- **PROBLEM REQUIREMENTS**: Restate the data word for word and leave the images out.

Start of RECORDS TO USE

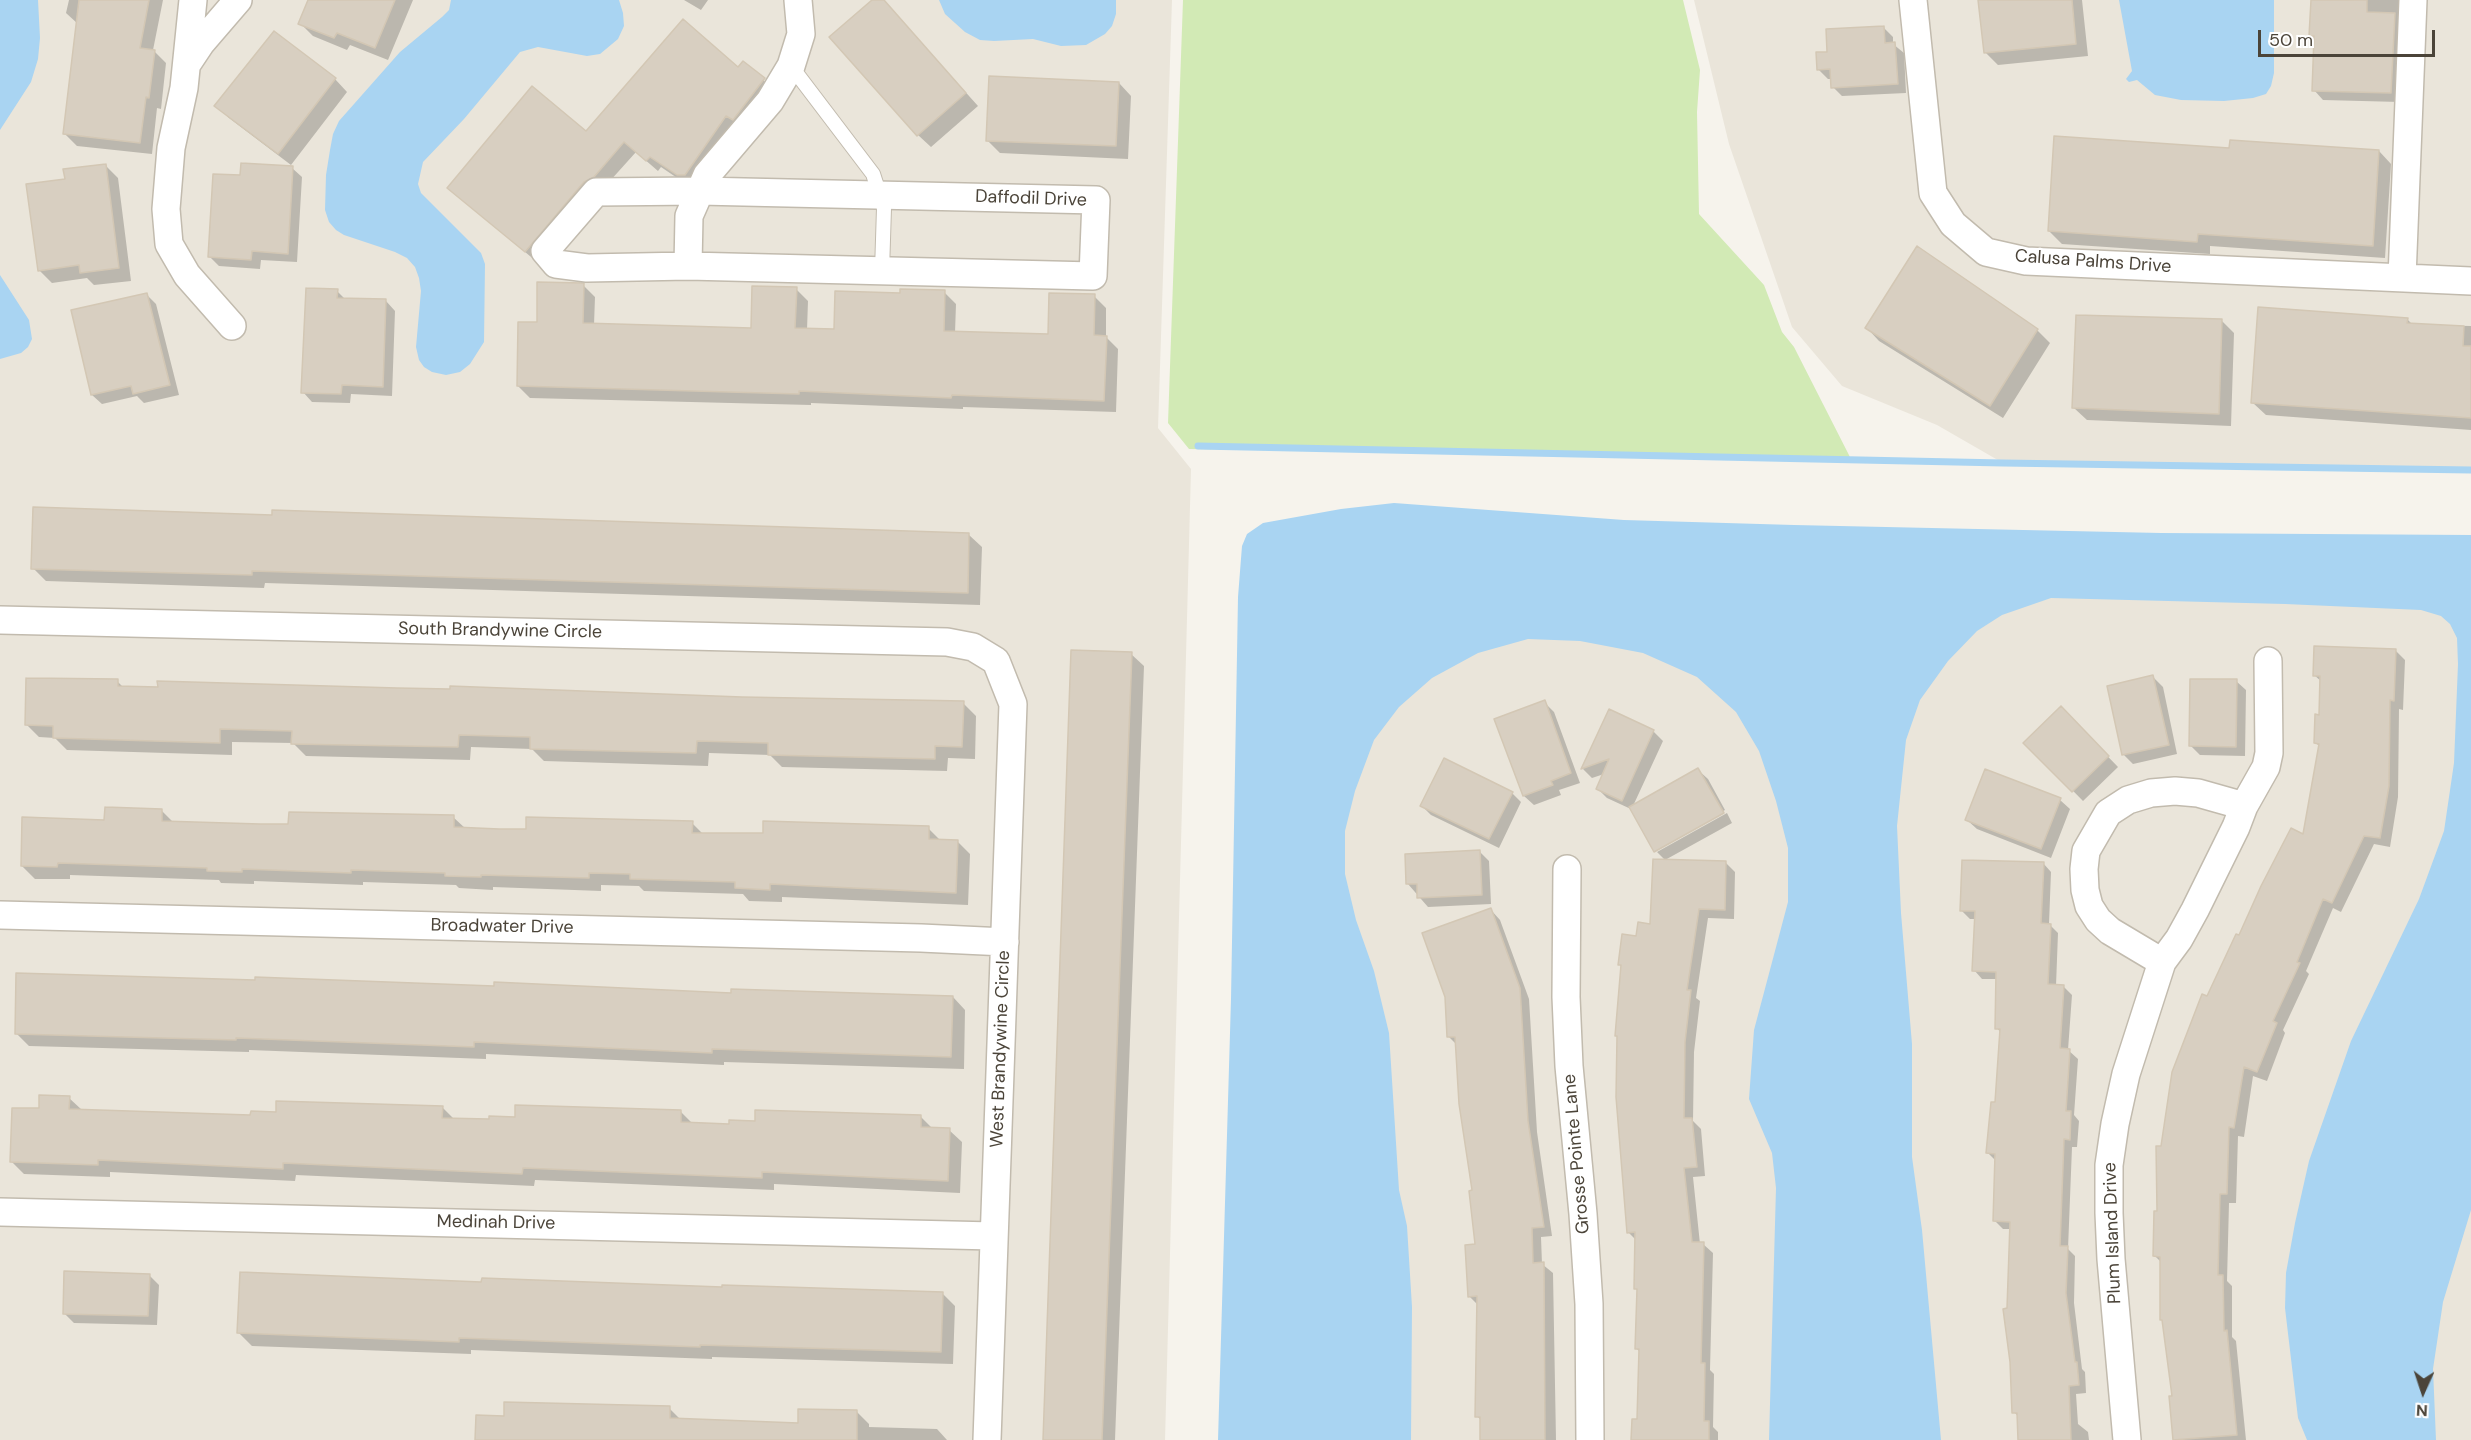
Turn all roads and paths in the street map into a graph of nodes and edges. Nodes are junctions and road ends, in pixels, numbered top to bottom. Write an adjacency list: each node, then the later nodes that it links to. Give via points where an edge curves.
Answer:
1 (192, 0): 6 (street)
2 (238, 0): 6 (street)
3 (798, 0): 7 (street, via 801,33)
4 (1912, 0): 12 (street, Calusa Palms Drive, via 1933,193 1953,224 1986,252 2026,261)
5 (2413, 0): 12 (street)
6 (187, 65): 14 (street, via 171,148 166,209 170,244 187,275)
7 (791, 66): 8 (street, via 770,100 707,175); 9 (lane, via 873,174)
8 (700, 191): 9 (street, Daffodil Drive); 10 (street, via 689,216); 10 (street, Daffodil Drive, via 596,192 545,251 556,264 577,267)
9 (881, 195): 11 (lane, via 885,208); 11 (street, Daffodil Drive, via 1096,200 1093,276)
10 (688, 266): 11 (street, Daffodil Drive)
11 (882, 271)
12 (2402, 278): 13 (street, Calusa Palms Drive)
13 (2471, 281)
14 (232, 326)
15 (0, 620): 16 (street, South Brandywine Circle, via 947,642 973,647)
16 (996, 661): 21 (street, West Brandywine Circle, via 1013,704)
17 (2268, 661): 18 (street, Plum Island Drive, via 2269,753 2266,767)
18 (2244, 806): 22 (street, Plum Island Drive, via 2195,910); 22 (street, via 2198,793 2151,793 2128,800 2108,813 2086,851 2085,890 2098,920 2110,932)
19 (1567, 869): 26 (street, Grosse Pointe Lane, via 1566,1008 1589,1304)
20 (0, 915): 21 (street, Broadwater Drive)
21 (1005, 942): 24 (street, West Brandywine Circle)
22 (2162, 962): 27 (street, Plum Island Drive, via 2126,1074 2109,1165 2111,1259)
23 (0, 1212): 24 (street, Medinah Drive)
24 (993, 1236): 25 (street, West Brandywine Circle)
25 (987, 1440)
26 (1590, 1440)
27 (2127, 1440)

End of RECORDS TO USE

- **WRITTEN ANSWER**:
Turn all roads and paths in the street map into a graph of nodes and edges. Nodes are junctions and road ends, in pixels, numbered top to bottom. Write an adjacency list: each node, then the later nodes that it links to. Give via points where an edge curves.
Answer:
1 (192, 0): 6 (street)
2 (238, 0): 6 (street)
3 (798, 0): 7 (street, via 801,33)
4 (1912, 0): 12 (street, Calusa Palms Drive, via 1933,193 1953,224 1986,252 2026,261)
5 (2413, 0): 12 (street)
6 (187, 65): 14 (street, via 171,148 166,209 170,244 187,275)
7 (791, 66): 8 (street, via 770,100 707,175); 9 (lane, via 873,174)
8 (700, 191): 9 (street, Daffodil Drive); 10 (street, via 689,216); 10 (street, Daffodil Drive, via 596,192 545,251 556,264 577,267)
9 (881, 195): 11 (lane, via 885,208); 11 (street, Daffodil Drive, via 1096,200 1093,276)
10 (688, 266): 11 (street, Daffodil Drive)
11 (882, 271)
12 (2402, 278): 13 (street, Calusa Palms Drive)
13 (2471, 281)
14 (232, 326)
15 (0, 620): 16 (street, South Brandywine Circle, via 947,642 973,647)
16 (996, 661): 21 (street, West Brandywine Circle, via 1013,704)
17 (2268, 661): 18 (street, Plum Island Drive, via 2269,753 2266,767)
18 (2244, 806): 22 (street, Plum Island Drive, via 2195,910); 22 (street, via 2198,793 2151,793 2128,800 2108,813 2086,851 2085,890 2098,920 2110,932)
19 (1567, 869): 26 (street, Grosse Pointe Lane, via 1566,1008 1589,1304)
20 (0, 915): 21 (street, Broadwater Drive)
21 (1005, 942): 24 (street, West Brandywine Circle)
22 (2162, 962): 27 (street, Plum Island Drive, via 2126,1074 2109,1165 2111,1259)
23 (0, 1212): 24 (street, Medinah Drive)
24 (993, 1236): 25 (street, West Brandywine Circle)
25 (987, 1440)
26 (1590, 1440)
27 (2127, 1440)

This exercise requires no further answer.